Enter the “law of large numbers”, which is kind of a post facto explanation of the chances of heads or tails. There is no explanation for this other than empirical data – but that data suggests that given enough flips, the incidence of “heads” vs. “tails” would be 50/50. This does not mean that every other flip will be heads or tails, or that if you get ten “heads” in a row it will be followed by ten “tails” – nor does it suggest that the more “heads” in a row you flip, the odds of getting a “tails” on the next flip would increase. Every flip carries the same 50/50 odds.
Of course, that’s all just based on current empirical data – “reverse engineered” in a way, to explain away natural phenomena that we don’t understand. Maybe there are invisible aliens controlling the outcomes just to confound us.
If a scientist were to drop a ball for the 10,000th time and suddenly it did not fall, that scientist would immediately begin looking for variables that have changed. Maybe like this..
In this case, it wasn’t a steel ball, it was a magnet – and it wasn’t just any old space, it was a tube of copper – but the “law of gravity” was turned upside down. Science considers this, explores the changed variables, and alters the hypotheses.
But what about the coin flip? The law of large numbers tells us that eventually, the incidence of heads and tails will even out – but it cannot say if this will happen after 20 flips, 200 flips, 2,000 flips, or 200 trillion flips.

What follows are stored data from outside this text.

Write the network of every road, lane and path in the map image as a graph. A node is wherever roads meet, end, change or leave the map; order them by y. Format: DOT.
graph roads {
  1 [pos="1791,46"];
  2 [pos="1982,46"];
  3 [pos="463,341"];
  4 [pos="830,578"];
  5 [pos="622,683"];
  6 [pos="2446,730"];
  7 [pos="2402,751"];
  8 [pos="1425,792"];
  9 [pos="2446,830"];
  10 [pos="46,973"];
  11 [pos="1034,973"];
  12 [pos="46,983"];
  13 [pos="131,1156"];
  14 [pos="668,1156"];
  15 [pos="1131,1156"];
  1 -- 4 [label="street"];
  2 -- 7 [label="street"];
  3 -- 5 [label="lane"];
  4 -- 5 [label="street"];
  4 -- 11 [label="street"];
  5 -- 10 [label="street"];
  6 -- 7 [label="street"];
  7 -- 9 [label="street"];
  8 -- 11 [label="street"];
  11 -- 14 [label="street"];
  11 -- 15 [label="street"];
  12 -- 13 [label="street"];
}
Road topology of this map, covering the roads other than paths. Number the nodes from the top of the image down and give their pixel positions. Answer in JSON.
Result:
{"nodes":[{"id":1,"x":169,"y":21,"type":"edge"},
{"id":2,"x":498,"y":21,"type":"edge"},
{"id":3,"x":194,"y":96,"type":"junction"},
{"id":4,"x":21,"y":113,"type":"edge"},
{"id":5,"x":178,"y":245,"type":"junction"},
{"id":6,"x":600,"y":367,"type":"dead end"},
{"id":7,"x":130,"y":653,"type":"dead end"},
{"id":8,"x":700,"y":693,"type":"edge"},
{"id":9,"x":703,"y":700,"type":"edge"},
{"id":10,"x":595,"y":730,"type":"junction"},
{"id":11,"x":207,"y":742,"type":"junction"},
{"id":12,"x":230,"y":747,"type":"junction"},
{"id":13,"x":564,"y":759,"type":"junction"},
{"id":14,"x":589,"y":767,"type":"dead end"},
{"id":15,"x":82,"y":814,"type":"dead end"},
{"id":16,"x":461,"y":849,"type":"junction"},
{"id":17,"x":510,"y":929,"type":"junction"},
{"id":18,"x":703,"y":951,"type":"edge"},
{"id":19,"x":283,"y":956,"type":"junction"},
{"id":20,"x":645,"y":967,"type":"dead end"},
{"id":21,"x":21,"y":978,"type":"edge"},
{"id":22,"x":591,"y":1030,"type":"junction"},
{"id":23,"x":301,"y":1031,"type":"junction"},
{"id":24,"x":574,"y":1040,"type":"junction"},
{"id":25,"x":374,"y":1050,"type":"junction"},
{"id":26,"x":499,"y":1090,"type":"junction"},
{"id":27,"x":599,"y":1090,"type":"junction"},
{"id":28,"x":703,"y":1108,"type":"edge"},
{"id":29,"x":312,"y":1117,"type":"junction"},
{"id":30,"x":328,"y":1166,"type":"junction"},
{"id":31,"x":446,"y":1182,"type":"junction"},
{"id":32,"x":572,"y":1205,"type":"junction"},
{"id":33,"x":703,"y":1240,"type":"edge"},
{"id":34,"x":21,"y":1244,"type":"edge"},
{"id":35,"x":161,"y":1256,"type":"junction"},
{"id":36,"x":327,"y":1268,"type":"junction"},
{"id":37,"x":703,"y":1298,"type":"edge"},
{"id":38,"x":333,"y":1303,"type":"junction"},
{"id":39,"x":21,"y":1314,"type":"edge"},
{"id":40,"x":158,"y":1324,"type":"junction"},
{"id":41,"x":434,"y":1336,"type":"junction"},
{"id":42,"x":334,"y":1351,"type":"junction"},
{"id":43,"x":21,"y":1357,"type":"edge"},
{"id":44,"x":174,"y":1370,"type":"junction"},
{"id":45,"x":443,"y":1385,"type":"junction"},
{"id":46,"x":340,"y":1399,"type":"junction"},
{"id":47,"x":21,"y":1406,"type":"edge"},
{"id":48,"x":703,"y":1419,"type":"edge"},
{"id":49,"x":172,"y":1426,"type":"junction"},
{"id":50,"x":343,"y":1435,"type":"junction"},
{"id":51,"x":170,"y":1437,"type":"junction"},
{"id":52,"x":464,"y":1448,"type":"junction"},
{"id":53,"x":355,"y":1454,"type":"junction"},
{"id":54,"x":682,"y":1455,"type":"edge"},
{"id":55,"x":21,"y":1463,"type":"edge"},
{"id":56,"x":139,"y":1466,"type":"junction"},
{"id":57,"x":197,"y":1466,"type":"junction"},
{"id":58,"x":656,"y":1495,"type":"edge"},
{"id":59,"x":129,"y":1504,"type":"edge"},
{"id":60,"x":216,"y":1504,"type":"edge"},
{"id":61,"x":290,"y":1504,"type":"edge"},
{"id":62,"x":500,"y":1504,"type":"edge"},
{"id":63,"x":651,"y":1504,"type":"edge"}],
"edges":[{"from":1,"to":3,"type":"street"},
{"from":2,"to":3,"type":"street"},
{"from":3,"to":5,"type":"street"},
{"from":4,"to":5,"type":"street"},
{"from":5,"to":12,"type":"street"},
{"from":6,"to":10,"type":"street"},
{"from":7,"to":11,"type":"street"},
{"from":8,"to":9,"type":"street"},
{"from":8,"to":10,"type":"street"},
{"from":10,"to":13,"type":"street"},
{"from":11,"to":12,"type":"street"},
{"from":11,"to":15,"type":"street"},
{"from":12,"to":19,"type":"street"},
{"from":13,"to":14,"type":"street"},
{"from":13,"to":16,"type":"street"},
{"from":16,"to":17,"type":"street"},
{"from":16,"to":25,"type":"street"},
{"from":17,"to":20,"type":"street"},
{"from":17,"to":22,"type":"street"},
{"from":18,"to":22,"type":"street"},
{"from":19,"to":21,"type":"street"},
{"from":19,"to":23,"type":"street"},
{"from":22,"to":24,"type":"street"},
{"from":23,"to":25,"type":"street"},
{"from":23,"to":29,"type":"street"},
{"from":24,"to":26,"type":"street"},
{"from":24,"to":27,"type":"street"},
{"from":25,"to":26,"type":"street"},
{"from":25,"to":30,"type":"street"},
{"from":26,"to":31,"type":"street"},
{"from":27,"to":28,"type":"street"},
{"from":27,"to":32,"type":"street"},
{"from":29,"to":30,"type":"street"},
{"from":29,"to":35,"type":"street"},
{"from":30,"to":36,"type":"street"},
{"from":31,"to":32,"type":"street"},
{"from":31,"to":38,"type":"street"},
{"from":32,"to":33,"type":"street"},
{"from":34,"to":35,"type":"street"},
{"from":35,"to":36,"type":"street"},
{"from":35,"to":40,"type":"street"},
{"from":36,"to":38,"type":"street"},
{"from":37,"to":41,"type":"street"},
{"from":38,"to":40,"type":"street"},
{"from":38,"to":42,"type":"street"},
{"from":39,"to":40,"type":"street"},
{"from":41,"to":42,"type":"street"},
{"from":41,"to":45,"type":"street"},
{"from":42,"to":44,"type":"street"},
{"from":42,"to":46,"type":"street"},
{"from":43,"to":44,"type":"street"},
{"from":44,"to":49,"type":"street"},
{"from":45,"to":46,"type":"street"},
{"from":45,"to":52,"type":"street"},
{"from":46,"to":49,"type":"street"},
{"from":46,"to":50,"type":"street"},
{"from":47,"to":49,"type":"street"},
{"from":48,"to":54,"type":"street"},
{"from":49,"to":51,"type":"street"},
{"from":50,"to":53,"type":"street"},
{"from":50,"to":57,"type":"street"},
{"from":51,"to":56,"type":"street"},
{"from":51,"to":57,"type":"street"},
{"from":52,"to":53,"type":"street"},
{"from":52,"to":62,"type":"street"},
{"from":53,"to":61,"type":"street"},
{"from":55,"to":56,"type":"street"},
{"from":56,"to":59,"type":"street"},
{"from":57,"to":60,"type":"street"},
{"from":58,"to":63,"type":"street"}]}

If we apply that as a principle, I suppose that causality really is an illusion – and we live in a completely random world. Perhaps a steel ball will drop 50% of the time, and rise the other 50% – we just haven’t dropped enough balls to see it even out yet.
Of course, if you take mass (as in the mass of the Earth) out of the equation, that throws off the entire equation.
I note that quantum mechanics has a probabilistic interpretation of reality.
Schrodinger’s cat could not be reached for comment.